Seven-day drill that locks the trick
Day one and two, recite the twenty squares above twice per day until recall sits under one second per square. Day three, generate ten pairs whose midpoint is 10 or 20 and write the product from the identity in under three seconds each. Day four, push the midpoint to 25 and 50 with ten more pairs. Day five, mix midpoints randomly across 10, 15, 20, 25, 50, and 100. Day six, run a ten-round /daily set and tag any pair you missed converting. Day seven, repeat day five at half the time budget. Append the worst three pairs to your review sheet from the cooldown routine so they surface the next morning before the warm-up.

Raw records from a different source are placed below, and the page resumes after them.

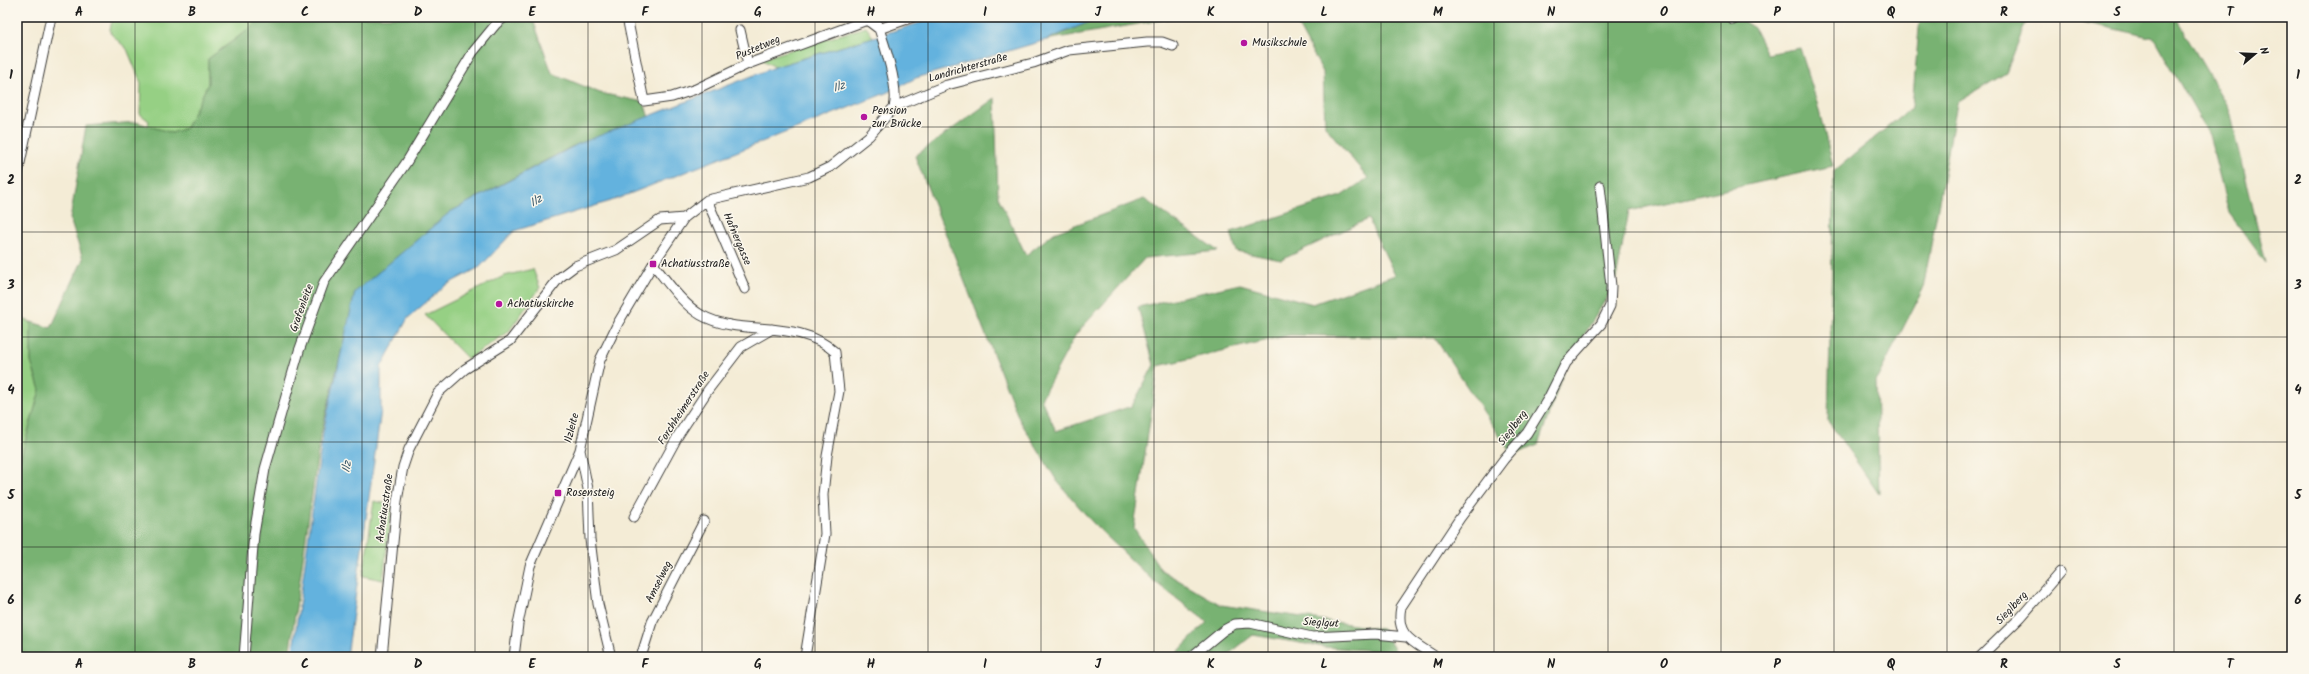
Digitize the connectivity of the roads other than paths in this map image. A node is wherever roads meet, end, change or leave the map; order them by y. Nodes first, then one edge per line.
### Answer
1 (51, 17) edge
2 (506, 17) edge
3 (627, 17) edge
4 (875, 17) edge
5 (913, 17) edge
6 (880, 29) junction
7 (740, 30) dead end
8 (1173, 46) dead end
9 (748, 64) junction
10 (894, 107) junction
11 (17, 177) edge
12 (1600, 186) dead end
13 (707, 200) junction
14 (684, 218) junction
15 (653, 264) junction
16 (745, 289) dead end
17 (772, 330) junction
18 (580, 450) junction
19 (634, 516) dead end
20 (704, 521) dead end
21 (2060, 572) dead end
22 (1406, 637) junction
23 (244, 657) edge
24 (382, 657) edge
25 (514, 657) edge
26 (610, 657) edge
27 (641, 657) edge
28 (806, 657) edge
29 (1191, 657) edge
30 (1436, 657) edge
31 (1980, 657) edge

1 - 11 street
2 - 23 street, Grafenleite
3 - 9 street, Pustetweg
4 - 6 street
5 - 6 street
6 - 9 street, Pustetweg
6 - 10 street
7 - 9 street
8 - 10 street, Landrichterstraße
10 - 13 street, Landrichterstraße
12 - 22 street, Sieglberg
13 - 14 street, Landrichterstraße
13 - 16 street, Hafnergasse
14 - 15 street, Ilzleite
14 - 24 street, Achatiusstraße
15 - 17 street
15 - 18 street, Ilzleite
17 - 19 street, Forchheimerstraße
17 - 28 street
18 - 25 street, Ilzleite
18 - 26 street
20 - 27 street, Amselweg
21 - 31 street, Sieglberg
22 - 29 street, Sieglgut
22 - 30 street

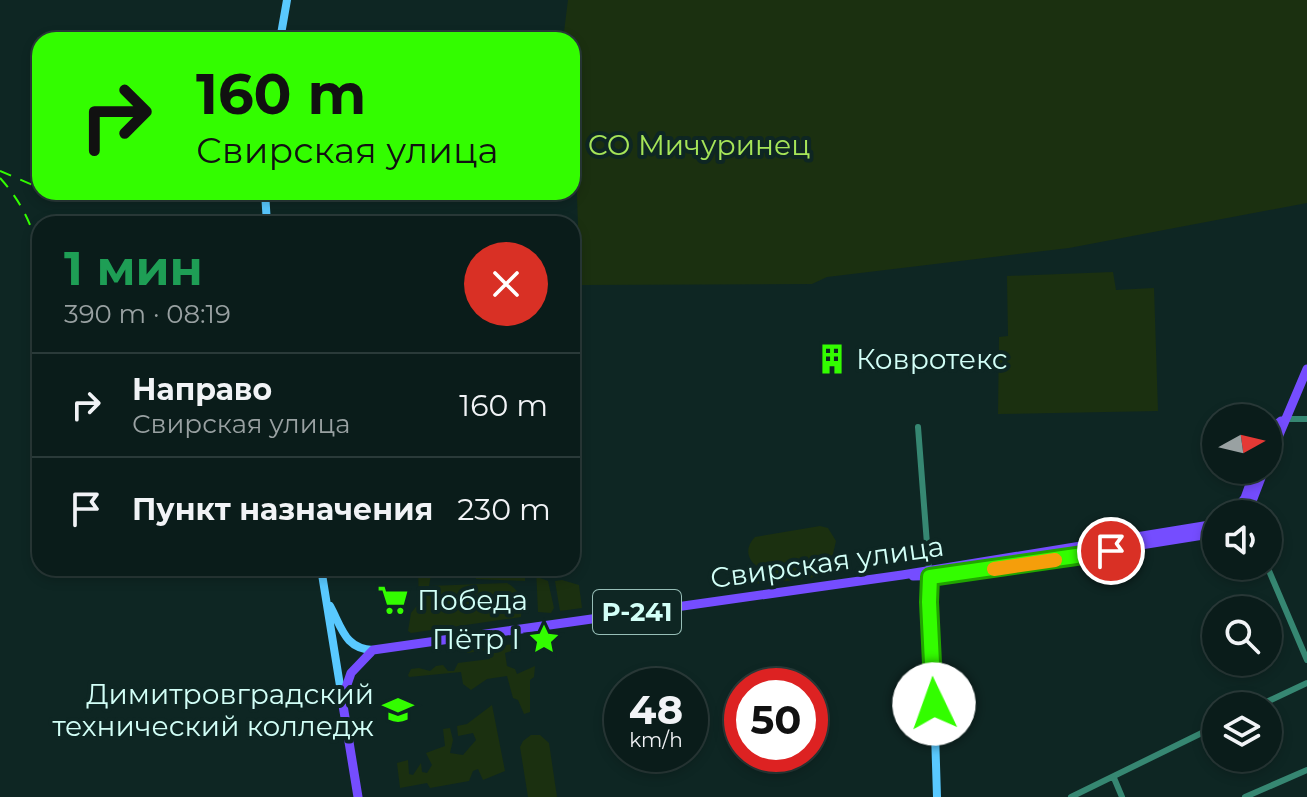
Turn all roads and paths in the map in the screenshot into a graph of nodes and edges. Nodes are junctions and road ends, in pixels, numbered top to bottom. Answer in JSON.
{"nodes":[{"id":1,"x":287,"y":0,"type":"edge"},
{"id":2,"x":281,"y":32,"type":"edge"},
{"id":3,"x":1307,"y":369,"type":"edge"},
{"id":4,"x":1284,"y":419,"type":"junction"},
{"id":5,"x":1307,"y":419,"type":"edge"},
{"id":6,"x":1282,"y":424,"type":"edge"},
{"id":7,"x":918,"y":427,"type":"dead end"},
{"id":8,"x":1202,"y":527,"type":"edge"},
{"id":9,"x":1202,"y":535,"type":"edge"},
{"id":10,"x":930,"y":574,"type":"junction"},
{"id":11,"x":322,"y":576,"type":"edge"},
{"id":12,"x":1273,"y":580,"type":"edge"},
{"id":13,"x":326,"y":600,"type":"junction"},
{"id":14,"x":373,"y":650,"type":"junction"},
{"id":15,"x":1307,"y":660,"type":"edge"},
{"id":16,"x":1307,"y":683,"type":"edge"},
{"id":17,"x":1282,"y":695,"type":"edge"},
{"id":18,"x":342,"y":699,"type":"junction"},
{"id":19,"x":1202,"y":733,"type":"edge"},
{"id":20,"x":1307,"y":770,"type":"edge"},
{"id":21,"x":1114,"y":778,"type":"junction"},
{"id":22,"x":358,"y":797,"type":"edge"},
{"id":23,"x":937,"y":797,"type":"edge"},
{"id":24,"x":1071,"y":797,"type":"edge"},
{"id":25,"x":1122,"y":797,"type":"edge"},
{"id":26,"x":1245,"y":797,"type":"edge"}],
"edges":[{"from":1,"to":2,"type":"main road"},
{"from":3,"to":4,"type":"highway"},
{"from":4,"to":5,"type":"street"},
{"from":4,"to":6,"type":"highway"},
{"from":7,"to":10,"type":"street"},
{"from":8,"to":10,"type":"highway","name":"Свирская улица","number":"Р-241"},
{"from":9,"to":10,"type":"highway","name":"Свирская улица","number":"Р-241"},
{"from":10,"to":14,"type":"highway","name":"Свирская улица","number":"Р-241"},
{"from":10,"to":23,"type":"main road"},
{"from":11,"to":13,"type":"main road"},
{"from":12,"to":15,"type":"street"},
{"from":13,"to":14,"type":"main road"},
{"from":13,"to":18,"type":"main road"},
{"from":14,"to":18,"type":"highway"},
{"from":16,"to":17,"type":"street"},
{"from":18,"to":22,"type":"highway"},
{"from":19,"to":21,"type":"street"},
{"from":20,"to":26,"type":"street"},
{"from":21,"to":24,"type":"street"},
{"from":21,"to":25,"type":"street"}]}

Common slips that waste the trick
The half-gap squared is subtracted, not added; flipping the sign turns 399 into 401 and burns the round. The midpoint must be the arithmetic mean of the two factors, not a rounded mean, so 12 and 17 do not qualify because 14.5 is not an integer. For mixed-parity pairs fall back to cross multiplication instead of forcing the identity. Two tiles with the same value are a square, not a difference of squares pair, and the scoring line wants a single squaring move. When the half-gap b exceeds 10 the b² term grows past 100 and the speed advantage shrinks below the round-and-correct method, so cap the trick at pairs within ten of their midpoint.